§ Activity
Search the material for the word "index" and copy each line that holds it.

§ Material for the task
_ _ _

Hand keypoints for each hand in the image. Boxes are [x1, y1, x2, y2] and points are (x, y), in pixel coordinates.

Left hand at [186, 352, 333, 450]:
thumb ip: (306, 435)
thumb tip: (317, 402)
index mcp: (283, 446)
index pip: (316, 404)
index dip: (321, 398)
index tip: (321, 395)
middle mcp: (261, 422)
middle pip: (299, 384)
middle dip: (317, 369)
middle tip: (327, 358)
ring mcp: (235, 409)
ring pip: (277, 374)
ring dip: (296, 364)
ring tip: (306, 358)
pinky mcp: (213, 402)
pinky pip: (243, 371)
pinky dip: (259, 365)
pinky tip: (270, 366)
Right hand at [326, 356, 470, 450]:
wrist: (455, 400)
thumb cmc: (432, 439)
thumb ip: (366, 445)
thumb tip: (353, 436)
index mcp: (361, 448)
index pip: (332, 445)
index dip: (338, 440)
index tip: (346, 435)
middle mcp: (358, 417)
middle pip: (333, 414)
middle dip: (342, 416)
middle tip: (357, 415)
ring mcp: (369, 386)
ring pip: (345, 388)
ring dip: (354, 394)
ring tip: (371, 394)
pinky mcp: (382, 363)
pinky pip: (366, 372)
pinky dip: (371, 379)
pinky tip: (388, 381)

_ _ _

§ Response area
index mcp: (283, 446)
index pip: (316, 404)
index dip: (321, 398)
index tip: (321, 395)
index mcp: (361, 448)
index pip: (332, 445)
index dip: (338, 440)
index tip: (346, 435)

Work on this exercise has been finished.